April 3rd, 2007 by Reinder

Co-bloggers Jeroen and Adam helped me out with today's Rogues of Clwyd-Rhan comic in which Jake visits the world of Dangerous and Fluffy. That wasn't intended as a full guest comic; it just so happened that I had already asked Adam to script it and then fell behind as a result of illness and overwork, so we thought we'd ask Jeroen to draw it. And he came through! Otherwise I'd have had to delay it, and that would have been a bad thing to do in the middle of a crossover.

In the end, ROCR may well be the only comic in this crossover thread that isn't delayed, though. Pimpette was already out for the count; new updates are finally being published, but it's still well behind. And yesterday's outage at webcomics host ComicGenesis means that some others haven't been able to upload their contributions yet. Caitlin Woods of CameoComic mentioned in her journal that she was going to reschedule her work on the comic if she wasn't going to be able to upload it anyway, and that sort of thing is hard to go back on even if the webhost does come back up all of a sudden. Since the problem was caused by ComicGenesis's own DNS server breaking, it may not, in fact, be up for everyone. I can see the sites just fine, but I don't know if Caitlin can.
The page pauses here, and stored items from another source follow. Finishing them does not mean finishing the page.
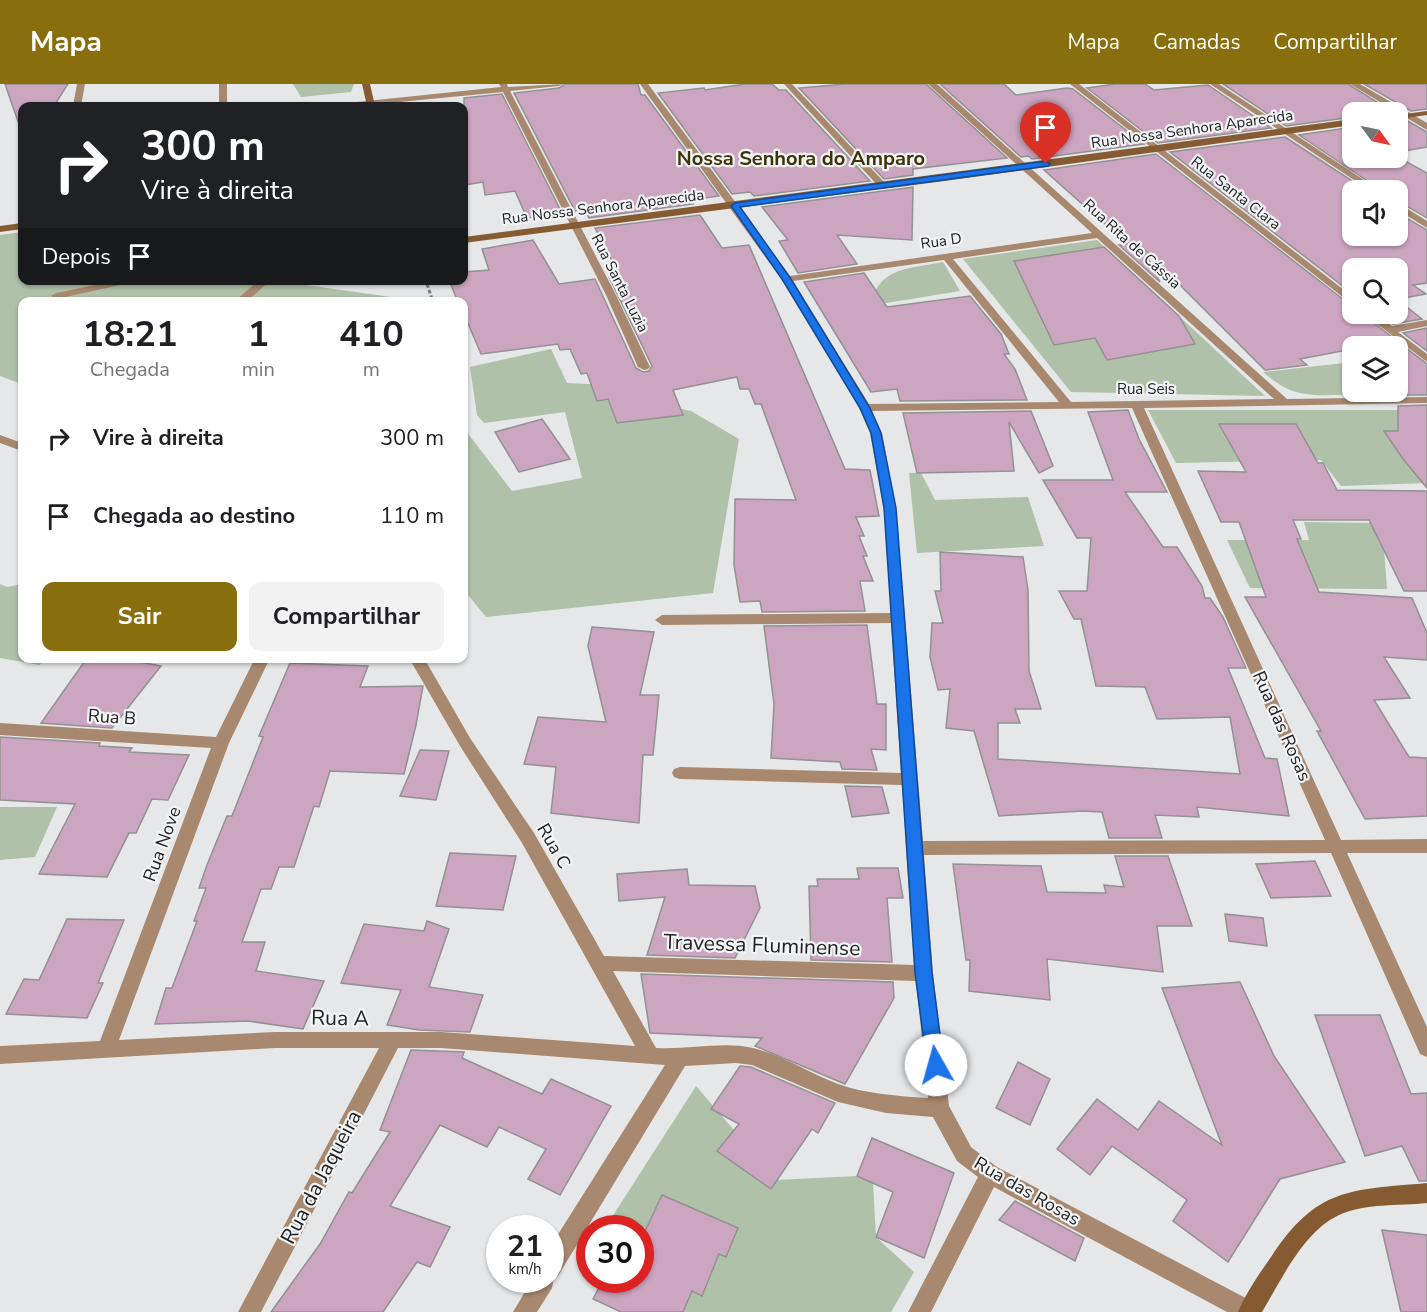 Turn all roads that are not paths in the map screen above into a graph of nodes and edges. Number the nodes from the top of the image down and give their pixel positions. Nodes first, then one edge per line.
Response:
1 (81, 84) edge
2 (224, 84) edge
3 (366, 84) edge
4 (559, 84) edge
5 (644, 84) edge
6 (788, 84) edge
7 (932, 84) edge
8 (1074, 84) edge
9 (1214, 84) edge
10 (1354, 84) edge
11 (504, 87) edge
12 (78, 102) edge
13 (223, 102) edge
14 (370, 102) edge
15 (393, 102) edge
16 (1385, 102) edge
17 (1427, 113) edge
18 (1408, 115) joint
19 (1342, 124) edge
20 (1427, 127) edge
21 (1282, 132) junction
22 (1154, 148) junction
23 (1024, 167) junction
24 (1358, 180) edge
25 (883, 186) junction
26 (735, 206) junction
27 (1408, 213) edge
28 (1427, 225) edge
29 (575, 226) junction
30 (18, 227) edge
31 (0, 229) edge
32 (1100, 235) junction
33 (468, 239) edge
34 (946, 256) junction
35 (787, 279) junction
36 (112, 285) edge
37 (260, 285) edge
38 (1342, 293) edge
39 (56, 296) dead end
40 (245, 297) edge
41 (1427, 323) edge
42 (1382, 324) edge
43 (1390, 330) junction
44 (1427, 359) edge
45 (644, 367) dead end
46 (1427, 400) edge
47 (1284, 402) junction
48 (1066, 403) junction
49 (1137, 405) junction
50 (865, 408) junction
51 (0, 439) edge
52 (18, 446) edge
53 (899, 618) junction
54 (662, 620) dead end
55 (261, 663) edge
56 (419, 663) edge
57 (0, 729) edge
58 (221, 743) junction
59 (680, 773) dead end
60 (911, 778) junction
61 (1427, 846) edge
62 (1336, 847) junction
63 (916, 848) junction
64 (598, 963) junction
65 (924, 973) junction
66 (392, 1042) junction
67 (107, 1048) junction
68 (1427, 1048) edge
69 (0, 1055) edge
70 (651, 1056) junction
71 (680, 1058) junction
72 (939, 1108) junction
73 (990, 1174) junction
74 (1427, 1193) edge
75 (564, 1246) edge
76 (536, 1293) edge
77 (249, 1312) edge
78 (524, 1312) edge
79 (919, 1312) edge
80 (1249, 1312) edge

1 - 12 street
2 - 13 street
3 - 14 main road
4 - 11 street
5 - 26 street, Rua das Rosas
6 - 25 street
7 - 23 street, Rua Rita de Cássia
8 - 22 street, Rua Santa Clara
9 - 21 street
10 - 16 street
11 - 15 street
11 - 29 street, Rua Santa Luzia
17 - 18 main road
18 - 20 street
19 - 21 main road, Rua Nossa Senhora Aparecida
21 - 22 main road, Rua Nossa Senhora Aparecida
21 - 24 street
22 - 23 main road, Rua Nossa Senhora Aparecida
22 - 38 street, Rua Santa Clara
23 - 25 main road, Rua Nossa Senhora Aparecida
23 - 32 street, Rua Rita de Cássia
25 - 26 main road, Rua Nossa Senhora Aparecida
26 - 29 main road, Rua Nossa Senhora Aparecida
26 - 35 street, Rua das Rosas
27 - 28 street
29 - 33 main road, Rua Nossa Senhora Aparecida
29 - 45 street, Rua Santa Luzia
30 - 31 main road
32 - 34 street, Rua D
32 - 47 street, Rua Rita de Cássia
34 - 35 street, Rua D
34 - 48 street
35 - 50 street, Rua das Rosas
36 - 39 street
37 - 40 street
41 - 43 street
42 - 43 street
43 - 44 street
46 - 47 street, Rua Seis
47 - 49 street, Rua Seis
48 - 49 street, Rua Seis
48 - 50 street, Rua Seis
49 - 62 street, Rua das Rosas
50 - 53 street, Rua das Rosas
51 - 52 street
53 - 54 street
53 - 60 street, Rua das Rosas
55 - 58 street, Rua Nove
56 - 64 street, Rua C
57 - 58 street, Rua B
58 - 67 street, Rua Nove
59 - 60 street
60 - 63 street, Rua das Rosas
61 - 62 street
62 - 63 street
62 - 68 street, Rua das Rosas
63 - 65 street, Rua das Rosas
64 - 65 street, Travessa Fluminense
64 - 70 street, Rua C
65 - 72 street, Rua das Rosas
66 - 67 street, Rua A
66 - 70 street, Rua A
66 - 77 street, Rua da Jaqueira
67 - 69 street, Rua A
70 - 71 street, Rua A
71 - 72 street, Rua A
71 - 75 street
72 - 73 street, Rua das Rosas
73 - 79 street
73 - 80 street, Rua das Rosas
74 - 80 main road
76 - 78 street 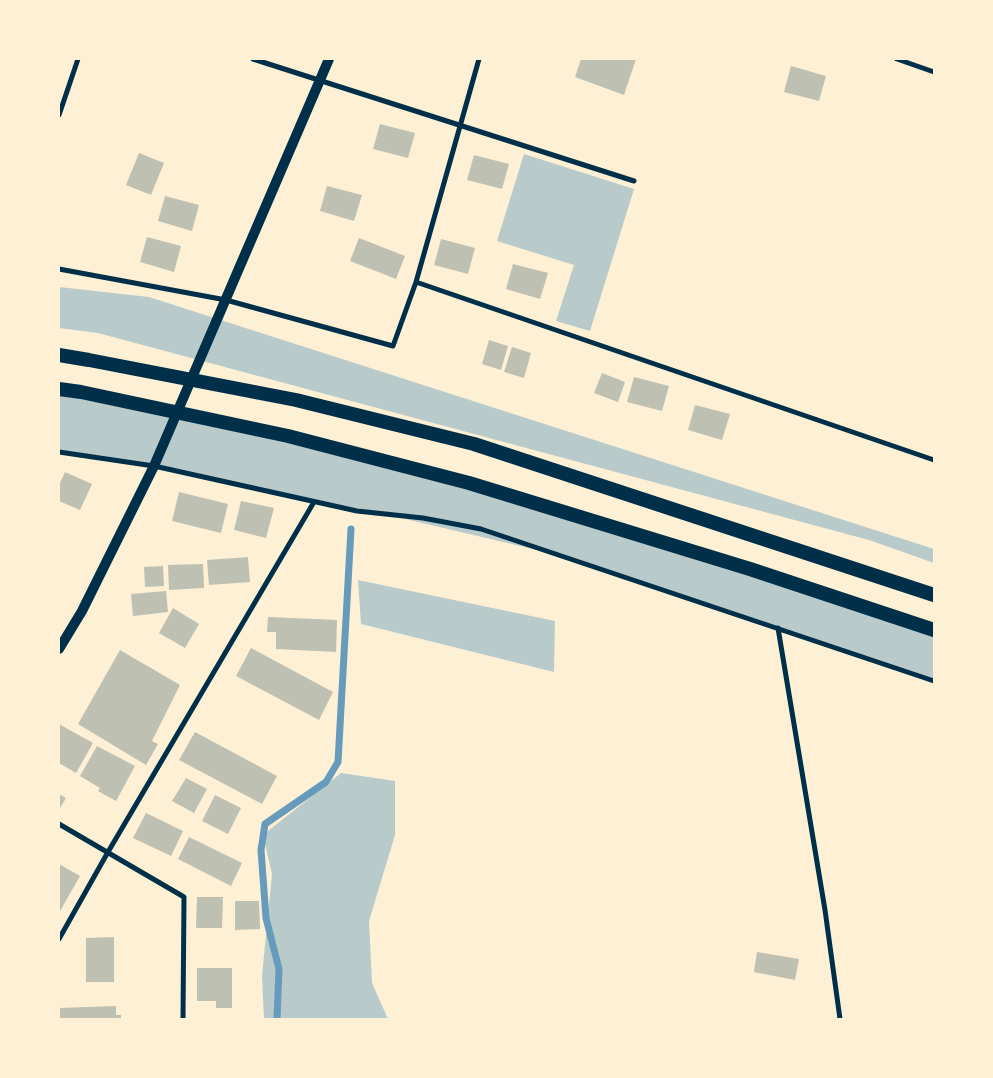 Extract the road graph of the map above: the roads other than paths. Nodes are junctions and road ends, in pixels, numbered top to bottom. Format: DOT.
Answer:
graph roads {
  1 [pos="78,59"];
  2 [pos="253,59"];
  3 [pos="330,59"];
  4 [pos="479,59"];
  5 [pos="897,59"];
  6 [pos="934,72"];
  7 [pos="321,80"];
  8 [pos="59,116"];
  9 [pos="461,124"];
  10 [pos="634,181"];
  11 [pos="59,269"];
  12 [pos="416,282"];
  13 [pos="226,300"];
  14 [pos="59,355"];
  15 [pos="59,389"];
  16 [pos="59,452"];
  17 [pos="934,460"];
  18 [pos="154,466"];
  19 [pos="314,502"];
  20 [pos="934,595"];
  21 [pos="778,628"];
  22 [pos="934,630"];
  23 [pos="59,650"];
  24 [pos="934,681"];
  25 [pos="59,824"];
  26 [pos="108,852"];
  27 [pos="59,940"];
  28 [pos="183,1019"];
  29 [pos="840,1019"];
  1 -- 8 [label="street"];
  2 -- 7 [label="street"];
  3 -- 7 [label="main road"];
  4 -- 9 [label="street"];
  5 -- 6 [label="street"];
  7 -- 9 [label="street"];
  7 -- 13 [label="main road"];
  9 -- 10 [label="street"];
  9 -- 12 [label="street"];
  11 -- 13 [label="street"];
  12 -- 13 [label="street"];
  12 -- 17 [label="street"];
  13 -- 18 [label="main road"];
  14 -- 20 [label="highway"];
  15 -- 22 [label="highway"];
  16 -- 18 [label="street"];
  18 -- 19 [label="street"];
  18 -- 23 [label="main road"];
  19 -- 21 [label="street"];
  19 -- 26 [label="street"];
  21 -- 24 [label="street"];
  21 -- 29 [label="street"];
  25 -- 26 [label="street"];
  26 -- 27 [label="street"];
  26 -- 28 [label="street"];
} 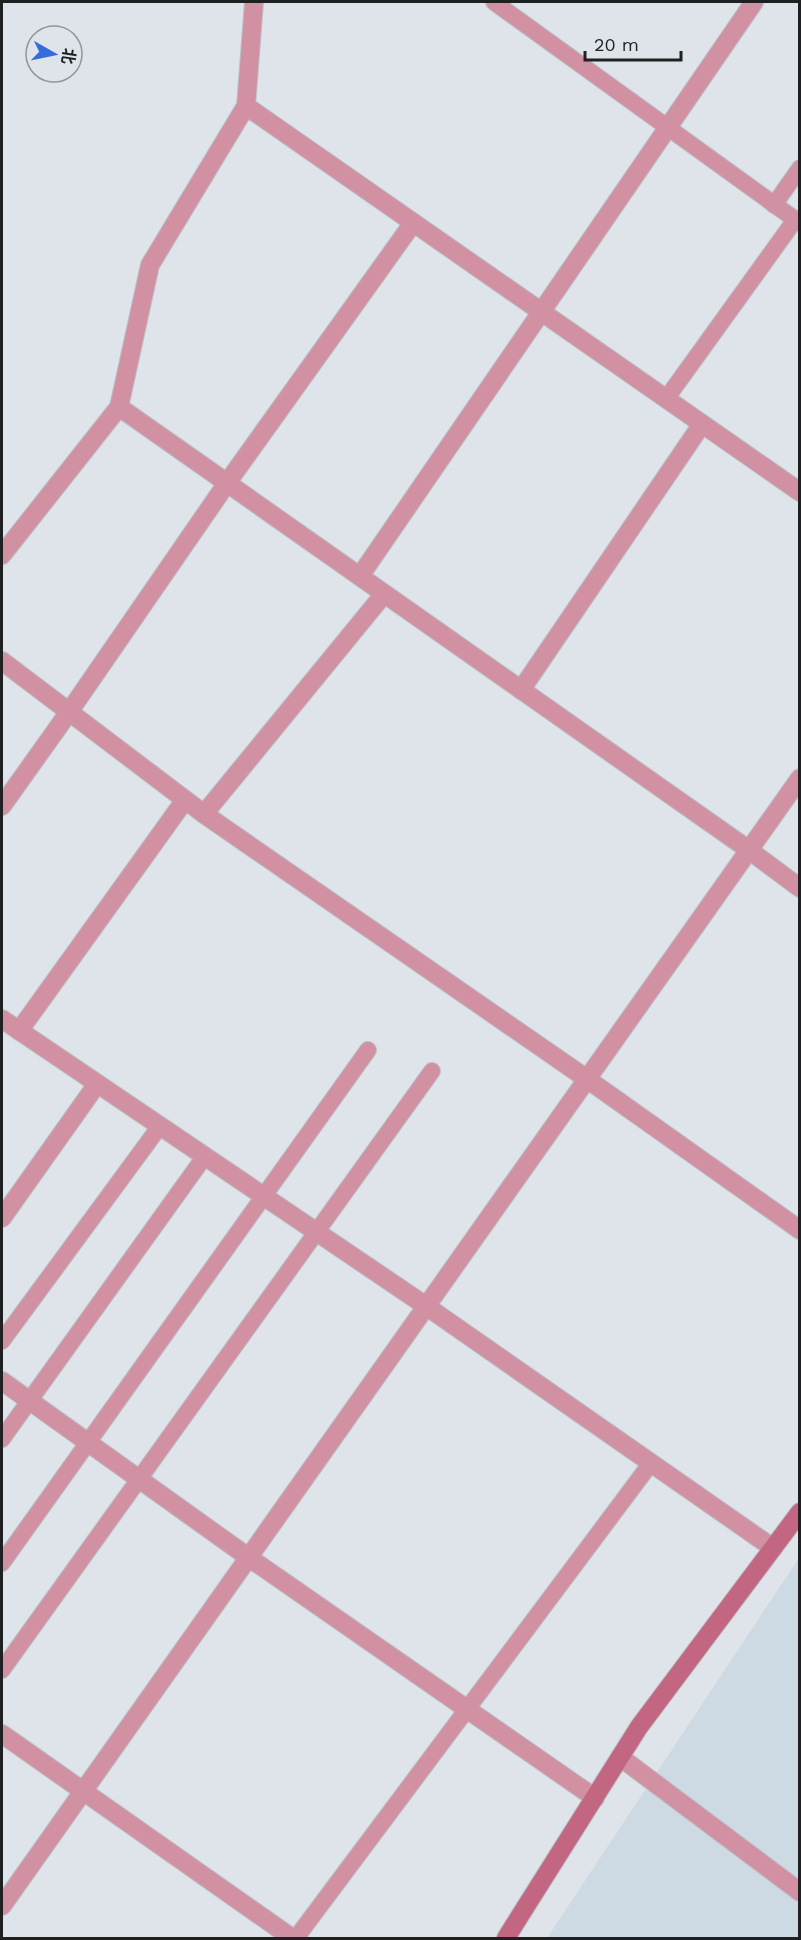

So, today's ride may be a bit rough and I may even decide to delay tomorrow's comic in order to re-synchronise things with the folks I'm collaborating with. Apologies for the inconvenience, can't do anything about it guvnah, it'll be right as rain in a day or two.

Smith & Jones (mild Doctor Who Season 3 spoilers)

April 1st, 2007 by Reinder

I'd actually had a Doctor Who-related dream the other night, involving Mel Smith, Griff Rhys Jones, and several incarnations of the Doctor. I don't remember everything from it, but I do remember that Colin Baker, the Sixth Doctor, looked uncannily young and svelte in it. Even when he wasn't standing next to Mel Smith, I mean.

The real first episode was pretty good. Though I was disappointed by much of Series 2, I'd missed the guy and was looking forward to seeing him again with a new companion. "Smith and Jones" wasn't perfect - the plot was stretched a bit thin for 45 minutes - but it had a sense of fun that was missing in much of Torchwood, built up the tension well, had a few laughs, a lot of running-in-corridors and some neat visuals. It was formulaic, but the formula was executed well. I like new companion Martha Jones - she's smarter and less "primal" so to speak, than Rose Tyler was, and hopefully won't be as clingy towards him. She's pretty pleasing to the eye as well, and there was definitely a sexual dynamic between the two, so fanficcers can start sharpening their pencils right now.

The best direct comparison between the two companions is of course the bit where they see the inside of the TARDIS for the first time, a gag that the Doctor can't get enough of and neither can I. Where Rose just ran around it and went "ook?", Martha Jones stayed calm, talked, analysed, tried to figure it out, and of course failed, because there isn't really anything to comprehend. It's bigger on the inside, is all there is to it. Throughout the episode it was clear that the Doctor wanted to work with someone who used her brain, and Martha passed that test.

A good start to the season, I think. I'll definitely go on watching this.